» **TASK TO COMPLETE**
Copies of all lines that contain "main" are needed; take them from the data below.

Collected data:
_____

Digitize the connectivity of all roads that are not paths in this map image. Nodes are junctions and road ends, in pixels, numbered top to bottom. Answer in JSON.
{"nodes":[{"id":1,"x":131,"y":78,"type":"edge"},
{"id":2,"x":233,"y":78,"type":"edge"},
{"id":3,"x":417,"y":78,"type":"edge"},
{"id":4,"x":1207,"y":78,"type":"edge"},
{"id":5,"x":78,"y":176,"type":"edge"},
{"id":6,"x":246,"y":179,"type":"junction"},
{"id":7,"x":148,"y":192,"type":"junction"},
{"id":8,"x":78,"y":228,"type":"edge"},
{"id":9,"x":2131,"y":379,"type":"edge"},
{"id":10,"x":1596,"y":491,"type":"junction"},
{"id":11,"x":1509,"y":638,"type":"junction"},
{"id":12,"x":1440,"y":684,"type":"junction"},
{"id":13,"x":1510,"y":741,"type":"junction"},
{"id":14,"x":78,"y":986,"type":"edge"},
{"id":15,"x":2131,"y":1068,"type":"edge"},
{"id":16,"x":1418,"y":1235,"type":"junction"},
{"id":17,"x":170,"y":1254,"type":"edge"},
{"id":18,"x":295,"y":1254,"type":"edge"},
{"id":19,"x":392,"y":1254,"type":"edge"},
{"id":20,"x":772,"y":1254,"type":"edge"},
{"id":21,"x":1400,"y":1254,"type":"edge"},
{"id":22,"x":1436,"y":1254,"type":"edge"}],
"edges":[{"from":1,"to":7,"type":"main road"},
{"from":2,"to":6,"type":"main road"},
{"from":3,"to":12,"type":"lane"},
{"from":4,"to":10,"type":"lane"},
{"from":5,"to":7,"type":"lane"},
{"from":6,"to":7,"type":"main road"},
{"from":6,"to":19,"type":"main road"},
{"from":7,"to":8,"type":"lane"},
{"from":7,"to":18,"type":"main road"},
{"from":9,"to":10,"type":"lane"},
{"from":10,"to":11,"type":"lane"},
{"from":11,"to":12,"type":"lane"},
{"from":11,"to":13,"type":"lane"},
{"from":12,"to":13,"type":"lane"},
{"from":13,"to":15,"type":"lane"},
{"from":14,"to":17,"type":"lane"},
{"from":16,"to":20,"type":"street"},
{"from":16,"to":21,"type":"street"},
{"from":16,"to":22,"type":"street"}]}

_____

» **SOLUTION TO THE PROBLEM**
"edges":[{"from":1,"to":7,"type":"main road"},
{"from":2,"to":6,"type":"main road"},
{"from":6,"to":7,"type":"main road"},
{"from":6,"to":19,"type":"main road"},
{"from":7,"to":18,"type":"main road"},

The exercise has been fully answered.